Chi siete? Non credo di avervi mai vista…”.
Finalmente
la stella caduta capì chi le stava parlando. C’era
un uomo, non molto alto, con
lunghi capelli neri avvolti in una singolare pettinatura, che la
fissava dal
giardino, in parte celato dagli alberi. Lo vide avvicinarsi. Era
vestito con
ampie vesti e, al fianco, portava una lunga spada sottile.
“Una
Katana!” esclamò l’Ariete
“Siete un guerriero?”.
“Sono
il maestro a capo di questo dojo, signorina. Sono Toheru. Con chi ho
l’onore di
parlare?”.
“Io
mi chiamo Hamal” entusiasta dalle informazioni che aveva
appena ricevuto.
Aveva
letto spesso sull’argomento ed ora aveva la
possibilità di vedere ogni cosa dal
vero!
“Siete
un Samurai?” domandò lei.
“Mia
cara, i Samurai non ci sono in Giappone da un sacco di
tempo…ma diciamo che
quelli come me ci vanno vicino. Se volete, potete seguire la prossima
sessione
di allenamento. Inizia fra circa
un’ora…”.
“Mi
piacerebbe molto ma, prima, avrei davvero tanta
fame…” ammise Hamal,
stringendosi lo stomaco con le mani e sentendolo borbottare.
“Ma
cosa Vi è successo? Le vostre vesti sono tutte stracciate e
non avete niente,
nemmeno una piccola borsetta con Voi. Vi hanno derubata?”.
“Diciamo
che potrebbe essere un’interpretazione della
cosa…”.
“Ho
capito. Venite con me. Un pasto in più
c’è sempre da queste parti”.
L’uomo
le indicò il lato opposto dell’edificio, con un
piccolo inchino. Lei lo seguì,
stando attenta a seguire il sentierino di sassi che divideva il
giardino zen,
senza calpestarne la sabbia e rovinarne il disegno.
“Da
dove venite?” domandò Toheru.
“Da
molto lontano…”.
“Io
ho girato il Mondo. Sia più precisa…”.
“Non
so se sarebbe in grado di credermi. Io…vengo dal
cielo!”.
Lui
la fissò in modo decisamente strano e non chiese altro.
Aprì la porta
scorrevole, lasciando i sandali all’ingresso. Hamal, scalza,
lo seguì senza
esitare, ormai mossa dallo stomaco e non dal cervello. Un profumino
irresistibile
l’aveva avvolta appena entrata. Gli altri occupanti della
casa, inginocchiati
attorno ad un basso tavolino rettangolare, stavano pranzando e
fissarono
l’intrusa con curiosità.
“Questa
è la mia famiglia” spiegò Toheru
“Mia moglie Sizuji, mio figlio Toji e mia
figlia Samji, con i rispettivi consorti.
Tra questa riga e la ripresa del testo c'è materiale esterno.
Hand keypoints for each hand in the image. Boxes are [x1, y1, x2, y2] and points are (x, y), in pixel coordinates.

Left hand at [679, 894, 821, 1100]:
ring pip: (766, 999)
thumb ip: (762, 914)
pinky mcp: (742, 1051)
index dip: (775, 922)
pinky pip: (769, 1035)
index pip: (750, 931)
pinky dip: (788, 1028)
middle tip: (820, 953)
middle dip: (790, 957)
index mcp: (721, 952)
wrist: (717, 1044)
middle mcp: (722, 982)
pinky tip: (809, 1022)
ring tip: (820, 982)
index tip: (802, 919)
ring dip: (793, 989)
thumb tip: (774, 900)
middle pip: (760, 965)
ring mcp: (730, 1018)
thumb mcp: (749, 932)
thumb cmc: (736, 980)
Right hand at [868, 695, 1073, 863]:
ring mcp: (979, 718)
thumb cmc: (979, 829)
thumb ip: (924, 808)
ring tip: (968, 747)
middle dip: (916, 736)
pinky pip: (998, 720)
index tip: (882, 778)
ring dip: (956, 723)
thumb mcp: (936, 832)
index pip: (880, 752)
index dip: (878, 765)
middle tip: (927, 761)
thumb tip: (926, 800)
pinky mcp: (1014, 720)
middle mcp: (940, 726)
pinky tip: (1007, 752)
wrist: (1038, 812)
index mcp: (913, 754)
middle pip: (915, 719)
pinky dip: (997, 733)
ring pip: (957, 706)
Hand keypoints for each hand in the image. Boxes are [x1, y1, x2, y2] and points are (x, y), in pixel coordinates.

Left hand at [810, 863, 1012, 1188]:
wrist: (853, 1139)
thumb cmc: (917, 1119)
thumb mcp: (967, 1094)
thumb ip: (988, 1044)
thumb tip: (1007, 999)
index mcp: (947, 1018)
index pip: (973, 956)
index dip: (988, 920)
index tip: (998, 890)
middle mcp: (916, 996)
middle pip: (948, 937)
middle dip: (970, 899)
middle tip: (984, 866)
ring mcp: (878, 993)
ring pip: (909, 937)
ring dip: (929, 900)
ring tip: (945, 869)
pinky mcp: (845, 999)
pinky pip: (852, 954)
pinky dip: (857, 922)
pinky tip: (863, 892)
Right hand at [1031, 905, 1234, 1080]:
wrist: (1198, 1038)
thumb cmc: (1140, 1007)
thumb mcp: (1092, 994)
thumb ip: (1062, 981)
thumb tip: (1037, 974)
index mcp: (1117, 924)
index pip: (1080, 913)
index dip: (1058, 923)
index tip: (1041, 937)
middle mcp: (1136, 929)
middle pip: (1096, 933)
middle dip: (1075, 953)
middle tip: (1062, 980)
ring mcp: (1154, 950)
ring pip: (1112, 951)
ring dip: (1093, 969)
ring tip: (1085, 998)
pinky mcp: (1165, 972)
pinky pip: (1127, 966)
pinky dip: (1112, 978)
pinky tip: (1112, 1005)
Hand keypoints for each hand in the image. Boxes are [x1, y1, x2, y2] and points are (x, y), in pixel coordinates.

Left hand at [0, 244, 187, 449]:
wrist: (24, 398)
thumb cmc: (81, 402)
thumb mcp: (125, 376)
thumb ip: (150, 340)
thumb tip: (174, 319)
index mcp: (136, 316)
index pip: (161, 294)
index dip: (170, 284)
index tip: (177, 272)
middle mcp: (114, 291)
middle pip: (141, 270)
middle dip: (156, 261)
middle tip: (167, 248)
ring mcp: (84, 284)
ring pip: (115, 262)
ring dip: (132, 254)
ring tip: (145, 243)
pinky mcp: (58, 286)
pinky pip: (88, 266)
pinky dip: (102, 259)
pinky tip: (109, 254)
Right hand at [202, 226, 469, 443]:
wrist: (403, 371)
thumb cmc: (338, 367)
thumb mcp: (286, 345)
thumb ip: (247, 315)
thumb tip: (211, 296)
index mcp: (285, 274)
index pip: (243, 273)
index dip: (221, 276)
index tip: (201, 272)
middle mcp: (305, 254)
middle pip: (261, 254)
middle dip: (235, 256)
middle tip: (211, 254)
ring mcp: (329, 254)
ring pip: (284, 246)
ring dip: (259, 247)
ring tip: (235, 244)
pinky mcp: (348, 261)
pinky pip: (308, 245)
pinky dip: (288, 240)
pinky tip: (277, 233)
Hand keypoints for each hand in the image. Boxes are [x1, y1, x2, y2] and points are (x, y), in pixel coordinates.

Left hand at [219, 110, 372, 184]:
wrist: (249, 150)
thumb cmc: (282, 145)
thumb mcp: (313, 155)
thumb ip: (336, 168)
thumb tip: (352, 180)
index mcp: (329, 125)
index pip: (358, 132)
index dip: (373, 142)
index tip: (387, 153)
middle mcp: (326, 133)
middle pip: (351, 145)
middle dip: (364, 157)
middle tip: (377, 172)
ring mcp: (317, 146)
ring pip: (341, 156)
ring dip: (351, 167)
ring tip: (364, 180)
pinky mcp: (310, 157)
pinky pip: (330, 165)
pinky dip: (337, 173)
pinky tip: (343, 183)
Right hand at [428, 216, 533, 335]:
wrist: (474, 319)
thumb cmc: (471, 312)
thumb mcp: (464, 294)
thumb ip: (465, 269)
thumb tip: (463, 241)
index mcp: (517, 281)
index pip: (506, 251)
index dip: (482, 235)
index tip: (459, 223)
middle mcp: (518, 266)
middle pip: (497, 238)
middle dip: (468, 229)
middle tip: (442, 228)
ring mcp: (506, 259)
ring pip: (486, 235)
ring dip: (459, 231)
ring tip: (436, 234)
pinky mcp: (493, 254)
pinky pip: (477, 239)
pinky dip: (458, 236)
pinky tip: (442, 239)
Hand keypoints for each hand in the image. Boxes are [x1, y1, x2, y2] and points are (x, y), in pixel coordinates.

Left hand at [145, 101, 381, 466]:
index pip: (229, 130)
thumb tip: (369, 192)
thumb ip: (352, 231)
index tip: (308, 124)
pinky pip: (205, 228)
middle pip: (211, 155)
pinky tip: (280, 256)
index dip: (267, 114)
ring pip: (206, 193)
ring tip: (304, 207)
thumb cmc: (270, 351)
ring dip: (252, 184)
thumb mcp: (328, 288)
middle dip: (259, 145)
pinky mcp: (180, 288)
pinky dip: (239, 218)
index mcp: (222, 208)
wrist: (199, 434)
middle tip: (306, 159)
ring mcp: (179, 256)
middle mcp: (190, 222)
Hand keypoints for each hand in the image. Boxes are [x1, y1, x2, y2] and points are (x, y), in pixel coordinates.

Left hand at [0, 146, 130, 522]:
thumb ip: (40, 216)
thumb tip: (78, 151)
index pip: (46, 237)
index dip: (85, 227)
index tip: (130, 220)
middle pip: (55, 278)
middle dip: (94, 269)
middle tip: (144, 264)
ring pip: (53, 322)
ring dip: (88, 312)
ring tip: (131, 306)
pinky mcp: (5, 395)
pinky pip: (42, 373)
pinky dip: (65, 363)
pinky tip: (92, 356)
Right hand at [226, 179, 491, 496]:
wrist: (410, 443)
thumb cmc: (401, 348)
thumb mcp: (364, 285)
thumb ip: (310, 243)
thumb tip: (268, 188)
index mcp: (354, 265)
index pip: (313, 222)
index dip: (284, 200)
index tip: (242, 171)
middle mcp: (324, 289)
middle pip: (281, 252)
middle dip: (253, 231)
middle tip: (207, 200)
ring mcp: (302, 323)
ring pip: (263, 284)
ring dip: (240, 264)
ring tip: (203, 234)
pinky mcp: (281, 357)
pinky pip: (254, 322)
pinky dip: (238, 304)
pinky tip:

Più tardi, se
verrete ad assistere gli
allenamenti, conoscerete il figlio di mia sorella, Erik. Lui
è solo per metà
giapponese, ma vedrete come sa combattere!”.
Hamal
annuì, mentre il padrone di casa la presentava alla famiglia.
“Dove
l’hai trovata?” sussurrò la moglie al
marito.
“Era
nel nostro giardino. Dice cose senza senso e guarda come è
ridotta! Dev’esserle
successo qualcosa. Cercherò di scoprire il più
possibile, nel frattempo
trattiamola come una qualsiasi ospite. Un buon pasto e dei vestiti
decenti.
Poveretta…non ha nemmeno le scarpe!”.
“Sei
troppo fiducioso nei confronti delle persone. Potrebbe essere una
drogata o una
pazza!”.
“Lo
scopriremo. Nel frattempo, siate cortesi”.
Hamal
si inginocchiò accanto alla più giovane della
famiglia, Samji, una donna quasi
trentenne, che le sorrise, porgendole una tazza di riso.
L’Ariete, dopo qualche
problema con le bacchette, iniziò a mangiare di gusto. Solo
dopo notò il drago
dipinto sulla parete e rabbrividì.
“Devo
trovare i miei compagni…” mormorò.
₪₪₪
Adhafera
riprese conoscenza nel buio. I suoi occhi verdi si abituarono
facilmente, anche
perché capì subito di essere finita nel bel mezzo
di un centro abitato. Forti
luci e rumori la circondavano. Un ubriaco la fissava, a bocca
spalancata e la
faccia da fesso, dal lato opposto della strada. Leone, togliendo la
polvere e
lo sporco dalla sua veste gialla, lo fissò a sua volta, con
fastidio e sfida.
“Quella
donna è caduta dal cielo!” biascicò
l’uomo, rivolgendosi ad un altro, ubriaco
quanto lui.
“Che
bello! Magari è la volta che, finalmente, mi trovo una
femmina” fu la risposta.
Adhafera,
storcendo la bocca, si allontanò in fretta. Dovette
constatare però, nel giro
di qualche minuto, che tutti quelli che incrociava per strada non erano
messi
meglio dei primi due. Grida, versi, risate isteriche, pianti insensati
e frasi
dettate dall’alcol erano le uniche cose che sentiva. Lungo i
marciapiedi, un
sacco di ragazzini barcollanti che tentavano di accoppiarsi in pubblico
oppure che
vomitavano. Leone accelerò il passo, chiedendosi in che
razza di posto era
andata a finire. A forza di camminare, stava iniziando ad essere
piuttosto
stanca e voleva trovare un posto per dormire. Ma dove? Una macchina la
sfiorò,
a tutta velocità, e lei si spaventò. Non aveva
mai visto una cosa del genere.
Si addentrò lungo una strada di sassi, dove alle auto era
proibito entrare. Un
cinese le fece una foto, convinto che fosse un’attrazione del
luogo. Adhafera,
momentaneamente accecata dal flash, camminò lungo un
colonnato. Desiderosa di
trovare un posto tranquillo dove schiacciare un pisolino, decise di
arrampicarvici sopra, richiamando in parte l’istinto
dell’animale che
rappresentava. Non ebbe alcuna difficoltà e tentò
di raggiungere il punto più
in alto possibile, dove si sarebbe finalmente sentita al sicuro.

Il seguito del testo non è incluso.